◆ **Exercise details**:
Each record that follows is to be reproduced verbatim.

◆ **Available data**:
Start of Block

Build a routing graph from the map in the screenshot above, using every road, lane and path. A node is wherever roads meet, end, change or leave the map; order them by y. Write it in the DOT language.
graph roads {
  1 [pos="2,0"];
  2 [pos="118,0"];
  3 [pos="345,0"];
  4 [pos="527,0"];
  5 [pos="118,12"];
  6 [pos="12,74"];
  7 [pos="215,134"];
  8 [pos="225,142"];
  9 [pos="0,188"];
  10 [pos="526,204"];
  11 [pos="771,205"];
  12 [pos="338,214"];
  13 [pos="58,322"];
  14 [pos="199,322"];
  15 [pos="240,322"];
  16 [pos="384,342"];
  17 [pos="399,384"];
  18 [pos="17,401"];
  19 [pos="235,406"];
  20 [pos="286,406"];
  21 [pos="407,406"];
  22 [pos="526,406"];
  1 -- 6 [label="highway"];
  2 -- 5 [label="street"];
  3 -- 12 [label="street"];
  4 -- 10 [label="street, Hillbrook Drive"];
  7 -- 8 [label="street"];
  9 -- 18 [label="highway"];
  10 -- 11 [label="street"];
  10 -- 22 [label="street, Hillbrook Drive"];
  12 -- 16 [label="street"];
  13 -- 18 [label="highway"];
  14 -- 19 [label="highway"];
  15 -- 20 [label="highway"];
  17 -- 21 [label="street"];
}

End of Block

◆ **Your solution**:
Build a routing graph from the map in the screenshot above, using every road, lane and path. A node is wherever roads meet, end, change or leave the map; order them by y. Write it in the DOT language.
graph roads {
  1 [pos="2,0"];
  2 [pos="118,0"];
  3 [pos="345,0"];
  4 [pos="527,0"];
  5 [pos="118,12"];
  6 [pos="12,74"];
  7 [pos="215,134"];
  8 [pos="225,142"];
  9 [pos="0,188"];
  10 [pos="526,204"];
  11 [pos="771,205"];
  12 [pos="338,214"];
  13 [pos="58,322"];
  14 [pos="199,322"];
  15 [pos="240,322"];
  16 [pos="384,342"];
  17 [pos="399,384"];
  18 [pos="17,401"];
  19 [pos="235,406"];
  20 [pos="286,406"];
  21 [pos="407,406"];
  22 [pos="526,406"];
  1 -- 6 [label="highway"];
  2 -- 5 [label="street"];
  3 -- 12 [label="street"];
  4 -- 10 [label="street, Hillbrook Drive"];
  7 -- 8 [label="street"];
  9 -- 18 [label="highway"];
  10 -- 11 [label="street"];
  10 -- 22 [label="street, Hillbrook Drive"];
  12 -- 16 [label="street"];
  13 -- 18 [label="highway"];
  14 -- 19 [label="highway"];
  15 -- 20 [label="highway"];
  17 -- 21 [label="street"];
}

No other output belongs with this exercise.